During the last month, we've found a problem in some CM servers...
What happens is that customer reports that something goes wrong with one of the CM servers of the cluster, and we verify that:
- there's no web access (or sometimes when we try to access the CM IP address, instead of the usual web page we get another one with just the word Platform, but if we try to follow the link, we get a tomcat error - HTTP Status 404 - /iptplatform - Apache Tomcat/5.5.28)
- there's no SSH access
- using a keyboard and monitor, we see nothing displayed
- it replies to ping requests (this is the only thing that works)
- telephones register to the next CM server in the CM list
- SIP traffic sent to this server is lost... (it seems that none of the services is up and running)
Up until now, we've faced this in 7 servers:
Cluster 1 - Pub CM v 184.108.40.2060 7816I4
Cluster 2 - Pub CM v 220.127.116.1100 7825I4
Cluster 3 - Pub and, after that, Subs CM v 18.104.22.1680 7825I4
Cluster 4 - Pub and, after that, Subs CM v 22.214.171.1240 7825I4
Cluster 5 - Pub CM v 126.96.36.19900 7825I4
As you can see CM version is not always the same, but all of them are IBM I4 servers.
This is the only relationship we've detected among all of them, as we have installed many other clusters with other servers type, and they are not showing up this issue.
Usually we recover the server by rebooting or, if it doesn't work, using the recovery disk, but we are afraid of it being a hardware bug that could be repeating after some time or happening in other new deployments.

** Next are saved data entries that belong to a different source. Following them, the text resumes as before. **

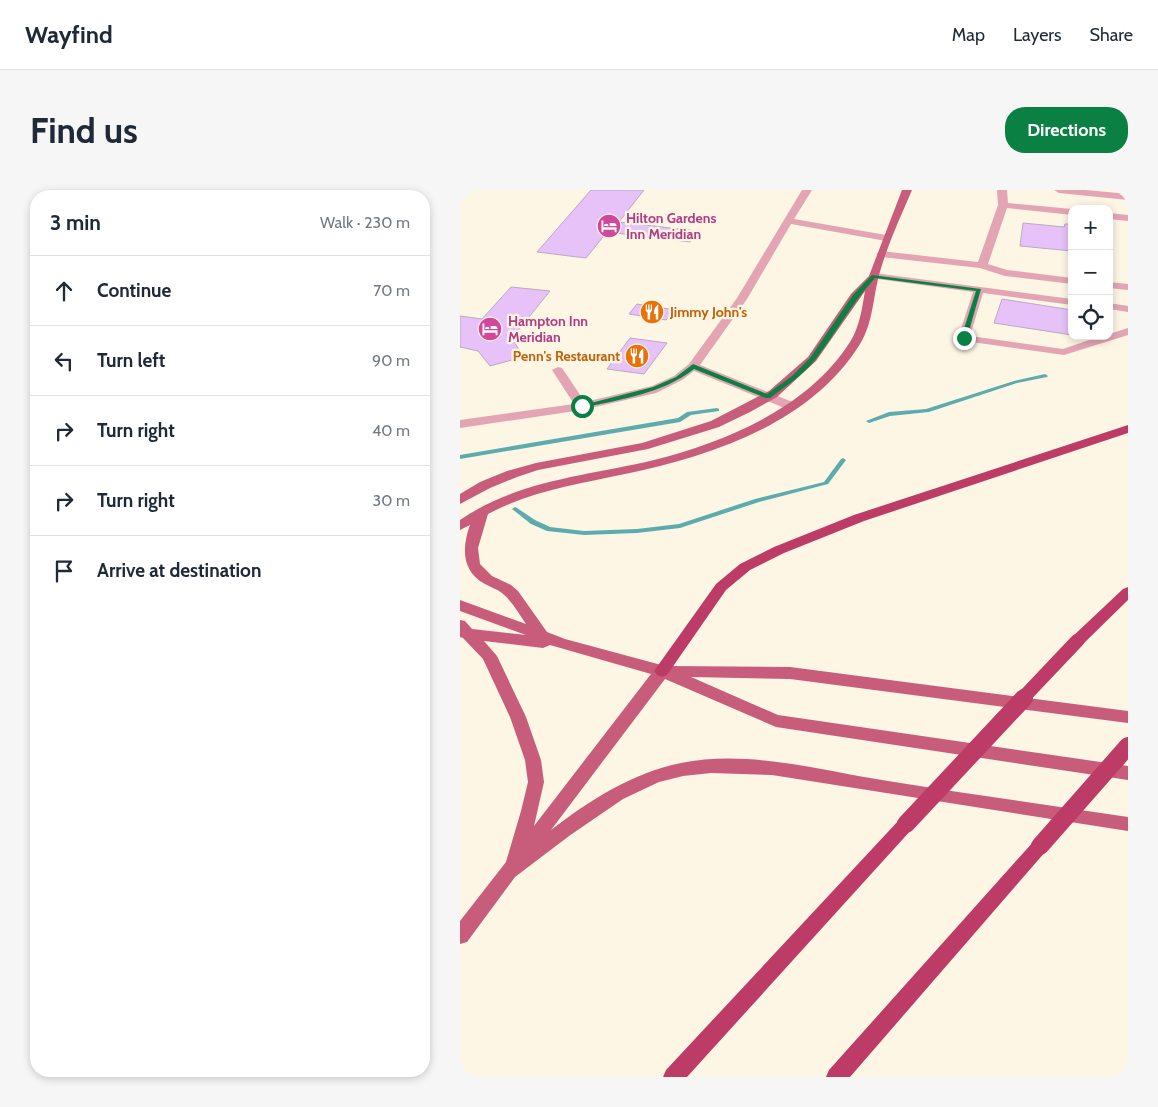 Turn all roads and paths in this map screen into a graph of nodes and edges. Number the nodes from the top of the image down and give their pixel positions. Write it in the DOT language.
graph roads {
  1 [pos="807,190"];
  2 [pos="907,190"];
  3 [pos="1002,190"];
  4 [pos="1059,190"];
  5 [pos="1128,197"];
  6 [pos="1003,205"];
  7 [pos="1068,212"];
  8 [pos="1113,216"];
  9 [pos="1128,218"];
  10 [pos="788,221"];
  11 [pos="886,238"];
  12 [pos="881,254"];
  13 [pos="982,265"];
  14 [pos="874,276"];
  15 [pos="1068,280"];
  16 [pos="1113,285"];
  17 [pos="1128,287"];
  18 [pos="979,290"];
  19 [pos="1068,301"];
  20 [pos="1113,307"];
  21 [pos="1128,309"];
  22 [pos="1128,331"];
  23 [pos="693,366"];
  24 [pos="558,370"];
  25 [pos="768,396"];
  26 [pos="582,406"];
  27 [pos="792,406"];
  28 [pos="460,424"];
  29 [pos="1128,428"];
  30 [pos="460,500"];
  31 [pos="482,511"];
  32 [pos="460,526"];
  33 [pos="1128,592"];
  34 [pos="460,605"];
  35 [pos="463,630"];
  36 [pos="542,636"];
  37 [pos="574,647"];
  38 [pos="662,671"];
  39 [pos="1128,716"];
  40 [pos="1128,746"];
  41 [pos="1128,773"];
  42 [pos="1128,824"];
  43 [pos="511,871"];
  44 [pos="460,936"];
  45 [pos="673,1077"];
  46 [pos="836,1077"];
  1 -- 10 [label="lane"];
  2 -- 11 [label="main road"];
  3 -- 6 [label="lane"];
  4 -- 5 [label="lane"];
  6 -- 7 [label="lane"];
  6 -- 13 [label="lane"];
  8 -- 9 [label="lane"];
  10 -- 11 [label="lane"];
  10 -- 23 [label="lane"];
  11 -- 12 [label="main road"];
  12 -- 13 [label="lane"];
  12 -- 14 [label="main road"];
  13 -- 15 [label="lane"];
  14 -- 18 [label="lane"];
  14 -- 25 [label="main road"];
  14 -- 27 [label="main road"];
  16 -- 17 [label="lane"];
  18 -- 19 [label="lane"];
  18 -- 22 [label="lane"];
  20 -- 21 [label="lane"];
  23 -- 25 [label="lane"];
  23 -- 26 [label="lane"];
  24 -- 26 [label="lane"];
  25 -- 27 [label="lane"];
  25 -- 30 [label="main road"];
  26 -- 28 [label="lane"];
  27 -- 31 [label="main road"];
  29 -- 38 [label="highway"];
  31 -- 32 [label="main road"];
  31 -- 36 [label="main road"];
  33 -- 45 [label="highway, bridge"];
  34 -- 36 [label="main road"];
  35 -- 37 [label="main road"];
  35 -- 43 [label="main road"];
  36 -- 37 [label="main road"];
  37 -- 38 [label="main road"];
  38 -- 39 [label="main road"];
  38 -- 41 [label="main road"];
  38 -- 43 [label="main road"];
  40 -- 46 [label="highway, bridge"];
  42 -- 43 [label="main road"];
  43 -- 44 [label="main road"];
}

Has anyone faced something similar?
Does anyone know about any problem with these platforms?
Thanks in advance
Just in case it helps anyone else...
We've found that there are two bugs already open for this issue:
- See CSCti58651 if you encounter this issue on a MCS-7816-I4.
None of them is solved, and the workaround provided is the same I stated previously.
Carmen is right on with those two defects. Lots of customers are seeing this with the 7816, 7825, and 7828 I4 servers.
A new firmware patch for the hard drives on these servers was posted over the weekend. While we aren't yet calling it fixed we strongly believe the firmware will help. See the document linked in Carmen's post for details.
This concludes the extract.